The WoTC errata 1.22 list makes this very clear:

Spellbook (p. 114). A spellbook doesn’t contain cantrips.


(original, pre-errata answer):

From a storytelling/flavor perspective, yes, absolutely.

(Scroll to the bottom for a tl;dr)

I completely disagree with the accepted answer. To start with, let's look at what the 5th edition Player's Handbook says about cantrips (page 201):

A cantrip is a spell that can be cast at will, without using a spell slot and without being prepared in advanced. Repeated practice has fixed the spell in the caster's mind and infused the caster with the magic needed to produce the effect over and over. A cantrip's spell level is 0.

(Emphasis mine) Here we see a cantrip is a type of spell. Earlier on the same page, where the PHB covers "What Is A Spell?", it says the following:

Some [spells] might yet lie recorded in crumbling spellbooks hidden in ancient ruins [...]

which establishes that there are spellbooks and also that they contain spells. In the Equipment section on page 150, the PHB describes a spellbook as costing 50gp, which, according to the Magic Items section on page 144, isn't very much:

[...] The value of magic is far beyond simple gold and should always be treated as such.

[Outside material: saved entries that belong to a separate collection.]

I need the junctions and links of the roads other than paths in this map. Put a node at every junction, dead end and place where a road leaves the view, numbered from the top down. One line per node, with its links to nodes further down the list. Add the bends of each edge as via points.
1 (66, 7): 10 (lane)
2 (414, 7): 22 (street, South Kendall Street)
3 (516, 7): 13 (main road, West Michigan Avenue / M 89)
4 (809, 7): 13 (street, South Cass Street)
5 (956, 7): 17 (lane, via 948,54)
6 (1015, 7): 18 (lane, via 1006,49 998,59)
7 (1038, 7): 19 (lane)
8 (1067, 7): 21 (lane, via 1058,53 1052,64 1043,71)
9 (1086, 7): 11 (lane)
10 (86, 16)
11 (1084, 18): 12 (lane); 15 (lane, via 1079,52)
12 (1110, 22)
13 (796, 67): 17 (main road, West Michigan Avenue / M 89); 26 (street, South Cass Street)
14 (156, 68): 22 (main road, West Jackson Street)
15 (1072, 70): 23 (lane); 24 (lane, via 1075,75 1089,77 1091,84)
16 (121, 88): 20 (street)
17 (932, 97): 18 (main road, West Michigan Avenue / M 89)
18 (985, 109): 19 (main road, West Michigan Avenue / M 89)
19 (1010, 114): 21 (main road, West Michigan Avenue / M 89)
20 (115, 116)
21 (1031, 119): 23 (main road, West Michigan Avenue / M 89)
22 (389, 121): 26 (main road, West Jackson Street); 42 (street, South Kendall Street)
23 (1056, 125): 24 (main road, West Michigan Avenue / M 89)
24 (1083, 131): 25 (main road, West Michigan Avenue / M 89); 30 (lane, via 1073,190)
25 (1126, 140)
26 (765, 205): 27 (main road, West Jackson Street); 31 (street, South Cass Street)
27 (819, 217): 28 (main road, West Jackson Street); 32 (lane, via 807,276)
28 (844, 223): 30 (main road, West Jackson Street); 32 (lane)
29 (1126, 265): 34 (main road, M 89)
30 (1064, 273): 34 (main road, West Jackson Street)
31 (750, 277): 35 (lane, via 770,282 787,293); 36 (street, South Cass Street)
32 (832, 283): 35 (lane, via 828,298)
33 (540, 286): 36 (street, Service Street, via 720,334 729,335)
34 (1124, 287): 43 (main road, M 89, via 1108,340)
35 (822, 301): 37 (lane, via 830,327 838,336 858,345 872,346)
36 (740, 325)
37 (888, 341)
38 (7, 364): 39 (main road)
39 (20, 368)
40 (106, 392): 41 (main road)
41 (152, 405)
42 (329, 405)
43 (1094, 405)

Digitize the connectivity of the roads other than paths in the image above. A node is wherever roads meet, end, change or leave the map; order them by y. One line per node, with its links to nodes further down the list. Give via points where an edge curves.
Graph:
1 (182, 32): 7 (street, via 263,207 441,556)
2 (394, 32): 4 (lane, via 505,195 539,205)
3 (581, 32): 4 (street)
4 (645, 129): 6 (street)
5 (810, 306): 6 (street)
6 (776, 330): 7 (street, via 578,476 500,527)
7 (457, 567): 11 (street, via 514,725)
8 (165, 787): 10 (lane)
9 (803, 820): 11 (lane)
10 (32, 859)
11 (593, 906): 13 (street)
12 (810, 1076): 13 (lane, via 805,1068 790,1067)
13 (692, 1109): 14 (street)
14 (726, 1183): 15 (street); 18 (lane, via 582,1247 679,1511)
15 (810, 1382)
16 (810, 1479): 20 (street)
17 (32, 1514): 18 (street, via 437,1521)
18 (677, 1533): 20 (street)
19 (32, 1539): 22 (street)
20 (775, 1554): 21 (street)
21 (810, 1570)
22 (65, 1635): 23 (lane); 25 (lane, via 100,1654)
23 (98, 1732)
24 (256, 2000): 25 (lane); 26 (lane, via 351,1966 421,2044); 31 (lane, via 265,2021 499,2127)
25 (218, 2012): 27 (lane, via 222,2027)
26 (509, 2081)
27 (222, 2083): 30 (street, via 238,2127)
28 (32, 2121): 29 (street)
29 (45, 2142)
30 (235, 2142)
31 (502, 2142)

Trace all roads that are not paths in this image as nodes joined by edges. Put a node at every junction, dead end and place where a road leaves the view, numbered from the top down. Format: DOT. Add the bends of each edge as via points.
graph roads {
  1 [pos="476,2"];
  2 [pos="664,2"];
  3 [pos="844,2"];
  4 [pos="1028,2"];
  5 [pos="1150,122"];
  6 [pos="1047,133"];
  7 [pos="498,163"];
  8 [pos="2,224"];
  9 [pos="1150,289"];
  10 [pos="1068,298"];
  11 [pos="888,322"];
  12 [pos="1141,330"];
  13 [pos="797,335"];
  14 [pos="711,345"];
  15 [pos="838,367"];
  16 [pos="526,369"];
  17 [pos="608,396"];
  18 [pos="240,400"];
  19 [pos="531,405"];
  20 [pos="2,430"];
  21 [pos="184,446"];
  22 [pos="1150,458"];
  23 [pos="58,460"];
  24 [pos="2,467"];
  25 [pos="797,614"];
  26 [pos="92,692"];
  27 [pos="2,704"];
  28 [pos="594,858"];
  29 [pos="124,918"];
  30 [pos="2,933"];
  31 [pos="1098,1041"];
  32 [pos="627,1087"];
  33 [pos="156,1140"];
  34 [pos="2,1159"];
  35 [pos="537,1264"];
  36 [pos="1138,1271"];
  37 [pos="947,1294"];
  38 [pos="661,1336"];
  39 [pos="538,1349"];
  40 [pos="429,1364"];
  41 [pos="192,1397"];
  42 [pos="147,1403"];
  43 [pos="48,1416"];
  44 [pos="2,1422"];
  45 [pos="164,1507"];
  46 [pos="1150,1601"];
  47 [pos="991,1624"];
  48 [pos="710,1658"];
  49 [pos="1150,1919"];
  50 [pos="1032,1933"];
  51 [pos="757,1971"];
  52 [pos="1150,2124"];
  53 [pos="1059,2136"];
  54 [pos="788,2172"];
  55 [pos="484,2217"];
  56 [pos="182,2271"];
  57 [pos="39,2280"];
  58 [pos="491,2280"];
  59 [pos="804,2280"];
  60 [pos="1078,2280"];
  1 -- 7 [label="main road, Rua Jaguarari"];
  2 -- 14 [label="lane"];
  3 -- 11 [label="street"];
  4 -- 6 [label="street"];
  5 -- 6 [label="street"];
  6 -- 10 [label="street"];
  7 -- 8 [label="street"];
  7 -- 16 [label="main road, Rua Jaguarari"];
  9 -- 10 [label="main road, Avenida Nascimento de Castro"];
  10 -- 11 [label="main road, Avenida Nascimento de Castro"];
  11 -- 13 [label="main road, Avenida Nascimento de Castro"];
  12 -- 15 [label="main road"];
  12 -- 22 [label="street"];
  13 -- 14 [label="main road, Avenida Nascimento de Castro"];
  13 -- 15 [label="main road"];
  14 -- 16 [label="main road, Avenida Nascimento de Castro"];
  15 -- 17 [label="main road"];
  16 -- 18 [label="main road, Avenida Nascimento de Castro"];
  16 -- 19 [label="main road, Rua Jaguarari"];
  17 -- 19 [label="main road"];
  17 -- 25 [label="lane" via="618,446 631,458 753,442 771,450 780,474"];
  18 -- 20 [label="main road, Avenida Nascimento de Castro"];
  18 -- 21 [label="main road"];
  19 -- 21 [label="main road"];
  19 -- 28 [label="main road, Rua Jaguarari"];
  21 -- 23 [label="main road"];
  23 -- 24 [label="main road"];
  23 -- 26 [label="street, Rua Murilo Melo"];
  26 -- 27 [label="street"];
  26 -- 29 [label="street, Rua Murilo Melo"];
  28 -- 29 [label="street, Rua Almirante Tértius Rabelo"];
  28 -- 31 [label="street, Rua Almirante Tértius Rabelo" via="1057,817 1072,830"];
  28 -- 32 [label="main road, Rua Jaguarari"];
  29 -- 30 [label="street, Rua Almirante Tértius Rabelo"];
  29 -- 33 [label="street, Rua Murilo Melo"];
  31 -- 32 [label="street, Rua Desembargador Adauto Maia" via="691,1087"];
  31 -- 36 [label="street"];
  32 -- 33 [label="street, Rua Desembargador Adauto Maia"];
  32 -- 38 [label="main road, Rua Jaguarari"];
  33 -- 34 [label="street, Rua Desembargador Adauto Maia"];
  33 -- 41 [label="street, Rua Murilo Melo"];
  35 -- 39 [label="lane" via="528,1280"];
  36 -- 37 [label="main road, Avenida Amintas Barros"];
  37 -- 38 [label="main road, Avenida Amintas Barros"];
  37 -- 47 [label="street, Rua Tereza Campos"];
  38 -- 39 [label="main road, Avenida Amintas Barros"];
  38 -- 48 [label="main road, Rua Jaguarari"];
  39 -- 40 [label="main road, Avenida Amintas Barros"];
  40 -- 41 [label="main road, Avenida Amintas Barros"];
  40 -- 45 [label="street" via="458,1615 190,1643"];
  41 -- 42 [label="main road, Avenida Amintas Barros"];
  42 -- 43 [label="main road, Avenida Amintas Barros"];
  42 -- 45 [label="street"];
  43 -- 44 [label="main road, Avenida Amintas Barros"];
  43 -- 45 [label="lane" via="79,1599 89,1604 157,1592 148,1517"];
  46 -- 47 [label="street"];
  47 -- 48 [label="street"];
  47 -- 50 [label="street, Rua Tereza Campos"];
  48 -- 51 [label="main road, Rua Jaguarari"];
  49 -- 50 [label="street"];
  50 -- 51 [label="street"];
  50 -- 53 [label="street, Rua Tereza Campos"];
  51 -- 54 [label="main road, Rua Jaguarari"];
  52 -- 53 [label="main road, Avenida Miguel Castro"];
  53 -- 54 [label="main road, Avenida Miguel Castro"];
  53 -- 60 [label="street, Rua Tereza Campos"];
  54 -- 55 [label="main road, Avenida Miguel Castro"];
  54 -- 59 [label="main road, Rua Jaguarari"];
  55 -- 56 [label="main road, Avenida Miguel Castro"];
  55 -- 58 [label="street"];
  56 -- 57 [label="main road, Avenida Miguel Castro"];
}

Later, on page 153, the PHB describes spellbooks thus:

Essential for wizards, a spellbook is a leather-bound tome with 100 blank vellum pages suitable for recording spells.

And that's about all the PHB has to say on spellbooks. We've got no indication of a Spellbook having any restrictions on the level of spell that it can contain.


Now let's look at the logic of the question's scenario.

A cantrip, according to the PHB, is a spell that casters know incredibly well due to repeated practice. Cantrips are not something a caster is born knowing; they have to learn it somehow. How a spellcaster came to be a spellcaster is completely glossed over by the PHB; it's more fun and interesting to leave that to a player's personal backstory for their character.

So, with the very sensible assumption that any cantrip known by a spellcaster had to be learned at one point or another, you've got to ask how it was learned? Was it taught by an instructor? Or did the spellcaster copy it from a spellbook in an arcane library somewhere, practicing it for years before mastery finally came? The answer is... it doesn't matter; the caster still had to learn it.

If a caster can learn a cantrip, ostensibly as the first bit of magic they ever learn, then so can a rogue or other mundane person. And if a cantrip is a spell, and spellbooks contain spells, then a spellbook can surely contain a cantrip.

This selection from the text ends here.